* Given data
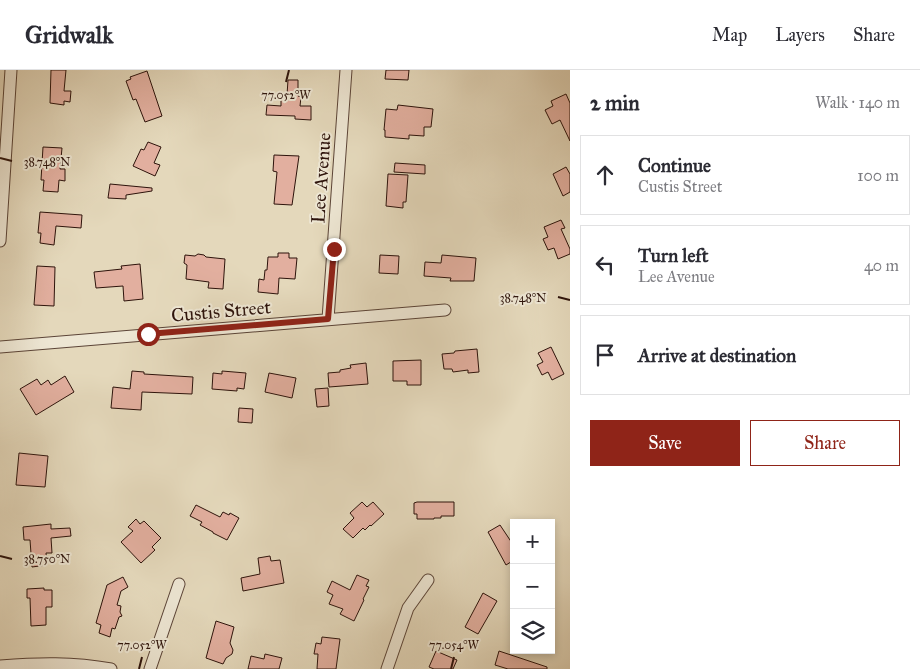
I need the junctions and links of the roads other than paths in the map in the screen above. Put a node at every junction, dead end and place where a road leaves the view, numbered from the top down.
1 (11, 70) edge
2 (346, 70) edge
3 (0, 240) edge
4 (445, 310) dead end
5 (328, 319) junction
6 (0, 347) edge
7 (428, 580) dead end
8 (179, 584) dead end
9 (0, 666) edge
10 (111, 669) edge
11 (150, 669) edge
12 (387, 669) edge

1 - 3 street
2 - 5 street, Lee Avenue
4 - 5 street, Custis Street
5 - 6 street, Custis Street
7 - 12 street
8 - 11 street
9 - 10 street

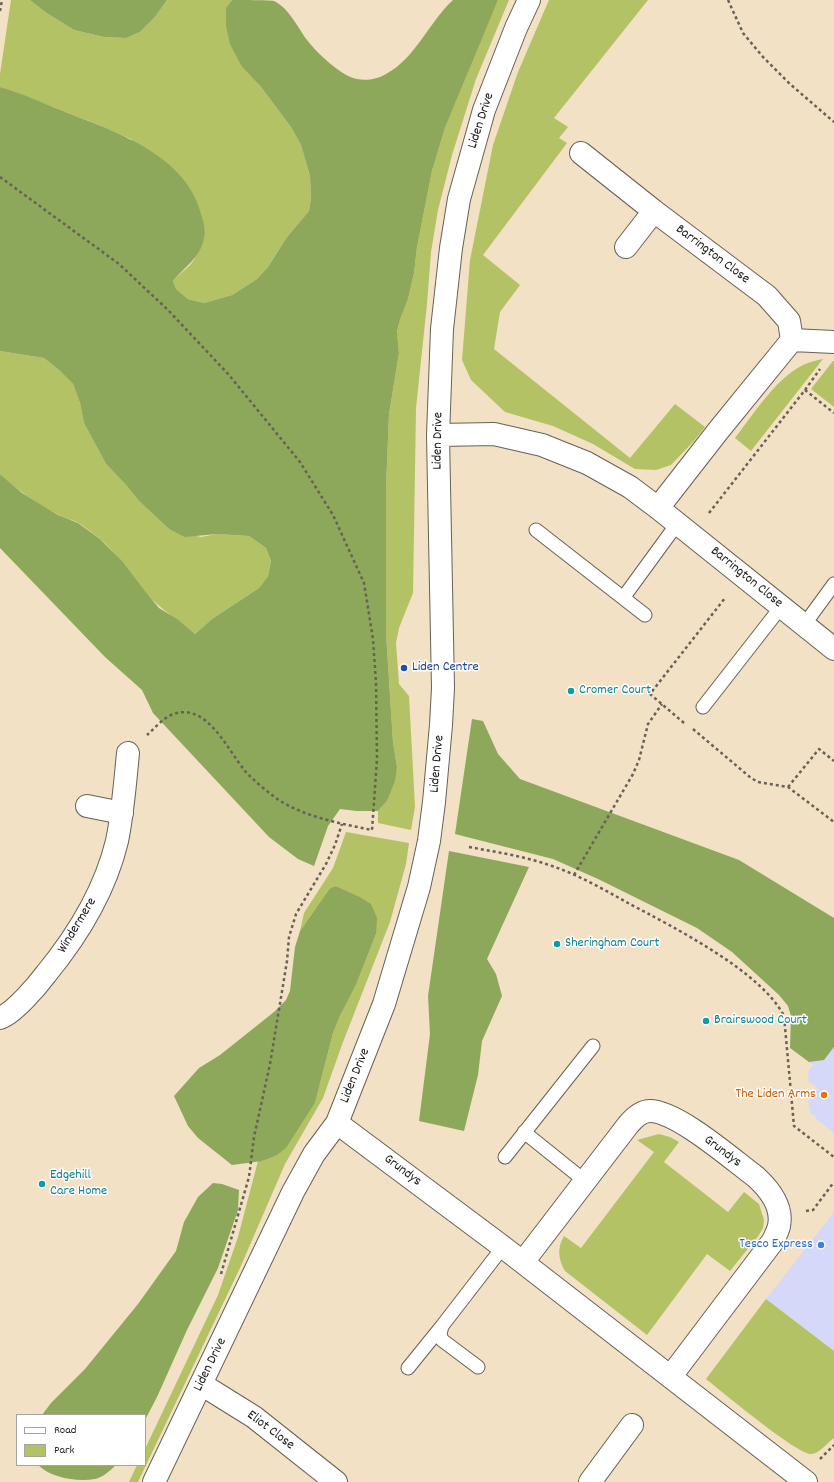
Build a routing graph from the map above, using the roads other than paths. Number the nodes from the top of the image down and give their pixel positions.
1 (529, 0) edge
2 (581, 153) dead end
3 (654, 211) junction
4 (626, 247) dead end
5 (792, 340) junction
6 (834, 342) edge
7 (438, 435) junction
8 (658, 508) junction
9 (685, 529) junction
10 (536, 530) dead end
11 (834, 584) edge
12 (623, 598) junction
13 (781, 607) junction
14 (645, 615) dead end
15 (804, 624) junction
16 (834, 649) edge
17 (703, 707) dead end
18 (128, 753) road end
19 (87, 806) dead end
20 (122, 813) junction
21 (0, 1018) edge
22 (592, 1046) dead end
23 (337, 1123) junction
24 (524, 1132) junction
25 (506, 1157) dead end
26 (585, 1180) junction
27 (503, 1247) junction
28 (523, 1262) junction
29 (442, 1326) junction
30 (408, 1368) dead end
31 (478, 1368) dead end
32 (671, 1376) junction
33 (201, 1384) junction
34 (632, 1425) dead end
35 (154, 1482) edge
36 (336, 1482) edge
37 (590, 1482) edge
38 (806, 1482) edge

1 - 7 street, Liden Drive
2 - 3 street, Barrington Close
3 - 4 street
3 - 5 street, Barrington Close
5 - 6 street
5 - 8 street
7 - 8 street, Barrington Close
7 - 23 street, Liden Drive
8 - 9 street, Barrington Close
9 - 12 lane
9 - 13 street, Barrington Close
10 - 12 lane
11 - 15 lane
12 - 14 lane
13 - 15 street, Barrington Close
13 - 17 lane
15 - 16 street, Barrington Close
18 - 20 street, Windermere
19 - 20 street
20 - 21 street, Windermere
22 - 24 lane
23 - 27 street, Grundys
23 - 33 street, Liden Drive
24 - 25 lane
24 - 26 lane
26 - 28 street, Grundys
26 - 32 street, Grundys
27 - 28 street, Grundys
27 - 29 lane
28 - 32 street, Grundys
29 - 30 lane
29 - 31 lane
32 - 38 street, Grundys
33 - 35 street, Liden Drive
33 - 36 street, Eliot Close
34 - 37 street

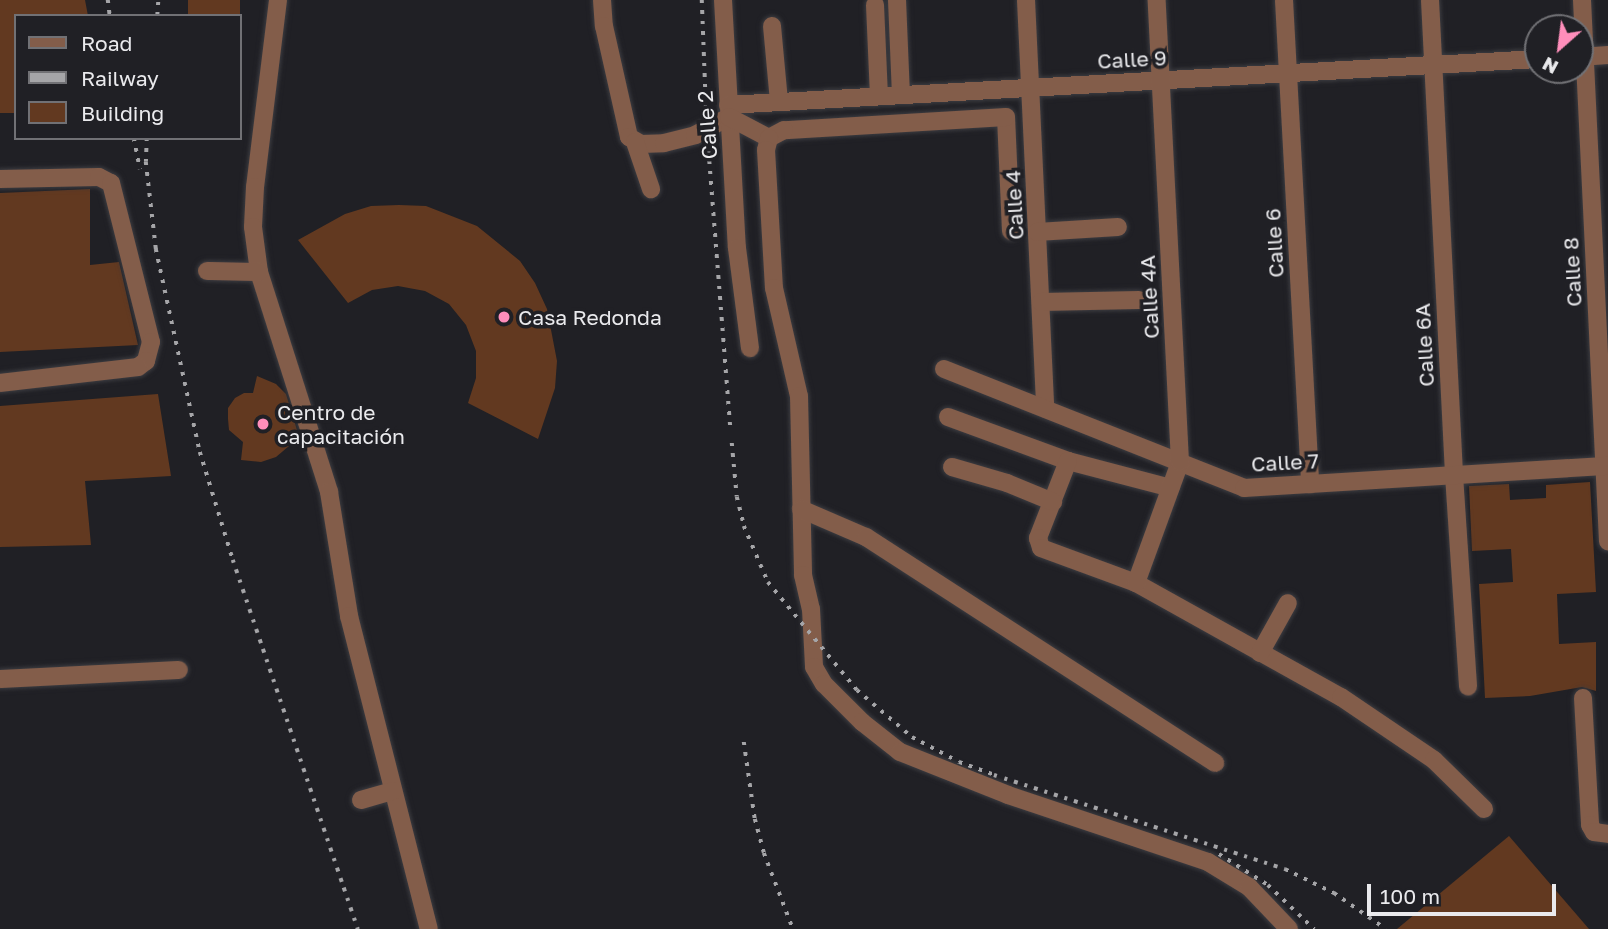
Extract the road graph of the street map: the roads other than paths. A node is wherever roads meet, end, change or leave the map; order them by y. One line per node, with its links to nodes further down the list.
1 (278, 0): 31 (street)
2 (602, 0): 24 (street)
3 (723, 0): 21 (street, Calle 2)
4 (897, 0): 18 (street)
5 (1027, 0): 16 (street, Calle 4)
6 (1157, 0): 14 (street, Calle 4A)
7 (1284, 0): 13 (street, Calle 6)
8 (1430, 0): 12 (street, Calle 6A)
9 (875, 5): 19 (street)
10 (772, 26): 20 (street)
11 (1524, 60): 12 (street, Calle 9)
12 (1433, 65): 13 (street, Calle 9); 43 (street, Calle 6A)
13 (1288, 73): 14 (street, Calle 9); 44 (street, Calle 6)
14 (1161, 80): 16 (street, Calle 9); 40 (street, Calle 4A)
15 (1584, 84): 42 (street, Calle 8)
16 (1031, 88): 17 (street, Calle 9); 29 (street, Calle 4)
17 (1005, 89): 18 (street, Calle 9); 22 (street)
18 (901, 95): 19 (street, Calle 9)
19 (879, 96): 20 (street, Calle 9)
20 (779, 102): 21 (street, Calle 9)
21 (728, 111): 23 (street); 24 (street); 34 (street, Calle 2)
22 (1006, 117): 23 (street); 28 (street)
23 (769, 138): 47 (street)
24 (635, 142): 26 (street)
25 (0, 179): 36 (street)
26 (651, 189)
27 (1118, 227): 29 (street)
28 (1011, 232)
29 (1037, 232): 33 (street, Calle 4)
30 (207, 271): 31 (street)
31 (259, 272): 57 (street)
32 (1139, 300): 33 (street)
33 (1041, 302): 37 (street, Calle 4)
34 (750, 348)
35 (944, 369): 37 (street, Calle 7)
36 (0, 383)
37 (1045, 409): 40 (street, Calle 7)
38 (948, 417): 39 (street)
39 (1068, 461): 45 (street); 46 (street)
40 (1180, 462): 44 (street, Calle 7); 45 (street, Calle 4A)
41 (952, 467): 46 (street)
42 (1606, 467): 43 (street, Calle 7); 48 (street, Calle 8)
43 (1454, 475): 44 (street, Calle 7); 54 (street, Calle 6A)
44 (1310, 484)
45 (1171, 488): 49 (street, Calle 4A)
46 (1053, 502): 49 (street)
47 (801, 509): 56 (street); 62 (street)
48 (1608, 541)
49 (1136, 583): 51 (street)
50 (1288, 603): 51 (street)
51 (1260, 653): 59 (street)
52 (179, 670): 53 (street)
53 (0, 680)
54 (1468, 687)
55 (1583, 698): 60 (street)
56 (1215, 763)
57 (394, 791): 58 (street); 61 (street)
58 (361, 800)
59 (1485, 809)
60 (1608, 834)
61 (429, 929)
62 (1289, 929)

* Task
All of the material is to be reproduced verbatim, pictures excluded.

* Exercise answer
I need the junctions and links of the roads other than paths in the map in the screen above. Put a node at every junction, dead end and place where a road leaves the view, numbered from the top down.
1 (11, 70) edge
2 (346, 70) edge
3 (0, 240) edge
4 (445, 310) dead end
5 (328, 319) junction
6 (0, 347) edge
7 (428, 580) dead end
8 (179, 584) dead end
9 (0, 666) edge
10 (111, 669) edge
11 (150, 669) edge
12 (387, 669) edge

1 - 3 street
2 - 5 street, Lee Avenue
4 - 5 street, Custis Street
5 - 6 street, Custis Street
7 - 12 street
8 - 11 street
9 - 10 street

Build a routing graph from the map above, using the roads other than paths. Number the nodes from the top of the image down and give their pixel positions.
1 (529, 0) edge
2 (581, 153) dead end
3 (654, 211) junction
4 (626, 247) dead end
5 (792, 340) junction
6 (834, 342) edge
7 (438, 435) junction
8 (658, 508) junction
9 (685, 529) junction
10 (536, 530) dead end
11 (834, 584) edge
12 (623, 598) junction
13 (781, 607) junction
14 (645, 615) dead end
15 (804, 624) junction
16 (834, 649) edge
17 (703, 707) dead end
18 (128, 753) road end
19 (87, 806) dead end
20 (122, 813) junction
21 (0, 1018) edge
22 (592, 1046) dead end
23 (337, 1123) junction
24 (524, 1132) junction
25 (506, 1157) dead end
26 (585, 1180) junction
27 (503, 1247) junction
28 (523, 1262) junction
29 (442, 1326) junction
30 (408, 1368) dead end
31 (478, 1368) dead end
32 (671, 1376) junction
33 (201, 1384) junction
34 (632, 1425) dead end
35 (154, 1482) edge
36 (336, 1482) edge
37 (590, 1482) edge
38 (806, 1482) edge

1 - 7 street, Liden Drive
2 - 3 street, Barrington Close
3 - 4 street
3 - 5 street, Barrington Close
5 - 6 street
5 - 8 street
7 - 8 street, Barrington Close
7 - 23 street, Liden Drive
8 - 9 street, Barrington Close
9 - 12 lane
9 - 13 street, Barrington Close
10 - 12 lane
11 - 15 lane
12 - 14 lane
13 - 15 street, Barrington Close
13 - 17 lane
15 - 16 street, Barrington Close
18 - 20 street, Windermere
19 - 20 street
20 - 21 street, Windermere
22 - 24 lane
23 - 27 street, Grundys
23 - 33 street, Liden Drive
24 - 25 lane
24 - 26 lane
26 - 28 street, Grundys
26 - 32 street, Grundys
27 - 28 street, Grundys
27 - 29 lane
28 - 32 street, Grundys
29 - 30 lane
29 - 31 lane
32 - 38 street, Grundys
33 - 35 street, Liden Drive
33 - 36 street, Eliot Close
34 - 37 street

Extract the road graph of the street map: the roads other than paths. A node is wherever roads meet, end, change or leave the map; order them by y. One line per node, with its links to nodes further down the list.
1 (278, 0): 31 (street)
2 (602, 0): 24 (street)
3 (723, 0): 21 (street, Calle 2)
4 (897, 0): 18 (street)
5 (1027, 0): 16 (street, Calle 4)
6 (1157, 0): 14 (street, Calle 4A)
7 (1284, 0): 13 (street, Calle 6)
8 (1430, 0): 12 (street, Calle 6A)
9 (875, 5): 19 (street)
10 (772, 26): 20 (street)
11 (1524, 60): 12 (street, Calle 9)
12 (1433, 65): 13 (street, Calle 9); 43 (street, Calle 6A)
13 (1288, 73): 14 (street, Calle 9); 44 (street, Calle 6)
14 (1161, 80): 16 (street, Calle 9); 40 (street, Calle 4A)
15 (1584, 84): 42 (street, Calle 8)
16 (1031, 88): 17 (street, Calle 9); 29 (street, Calle 4)
17 (1005, 89): 18 (street, Calle 9); 22 (street)
18 (901, 95): 19 (street, Calle 9)
19 (879, 96): 20 (street, Calle 9)
20 (779, 102): 21 (street, Calle 9)
21 (728, 111): 23 (street); 24 (street); 34 (street, Calle 2)
22 (1006, 117): 23 (street); 28 (street)
23 (769, 138): 47 (street)
24 (635, 142): 26 (street)
25 (0, 179): 36 (street)
26 (651, 189)
27 (1118, 227): 29 (street)
28 (1011, 232)
29 (1037, 232): 33 (street, Calle 4)
30 (207, 271): 31 (street)
31 (259, 272): 57 (street)
32 (1139, 300): 33 (street)
33 (1041, 302): 37 (street, Calle 4)
34 (750, 348)
35 (944, 369): 37 (street, Calle 7)
36 (0, 383)
37 (1045, 409): 40 (street, Calle 7)
38 (948, 417): 39 (street)
39 (1068, 461): 45 (street); 46 (street)
40 (1180, 462): 44 (street, Calle 7); 45 (street, Calle 4A)
41 (952, 467): 46 (street)
42 (1606, 467): 43 (street, Calle 7); 48 (street, Calle 8)
43 (1454, 475): 44 (street, Calle 7); 54 (street, Calle 6A)
44 (1310, 484)
45 (1171, 488): 49 (street, Calle 4A)
46 (1053, 502): 49 (street)
47 (801, 509): 56 (street); 62 (street)
48 (1608, 541)
49 (1136, 583): 51 (street)
50 (1288, 603): 51 (street)
51 (1260, 653): 59 (street)
52 (179, 670): 53 (street)
53 (0, 680)
54 (1468, 687)
55 (1583, 698): 60 (street)
56 (1215, 763)
57 (394, 791): 58 (street); 61 (street)
58 (361, 800)
59 (1485, 809)
60 (1608, 834)
61 (429, 929)
62 (1289, 929)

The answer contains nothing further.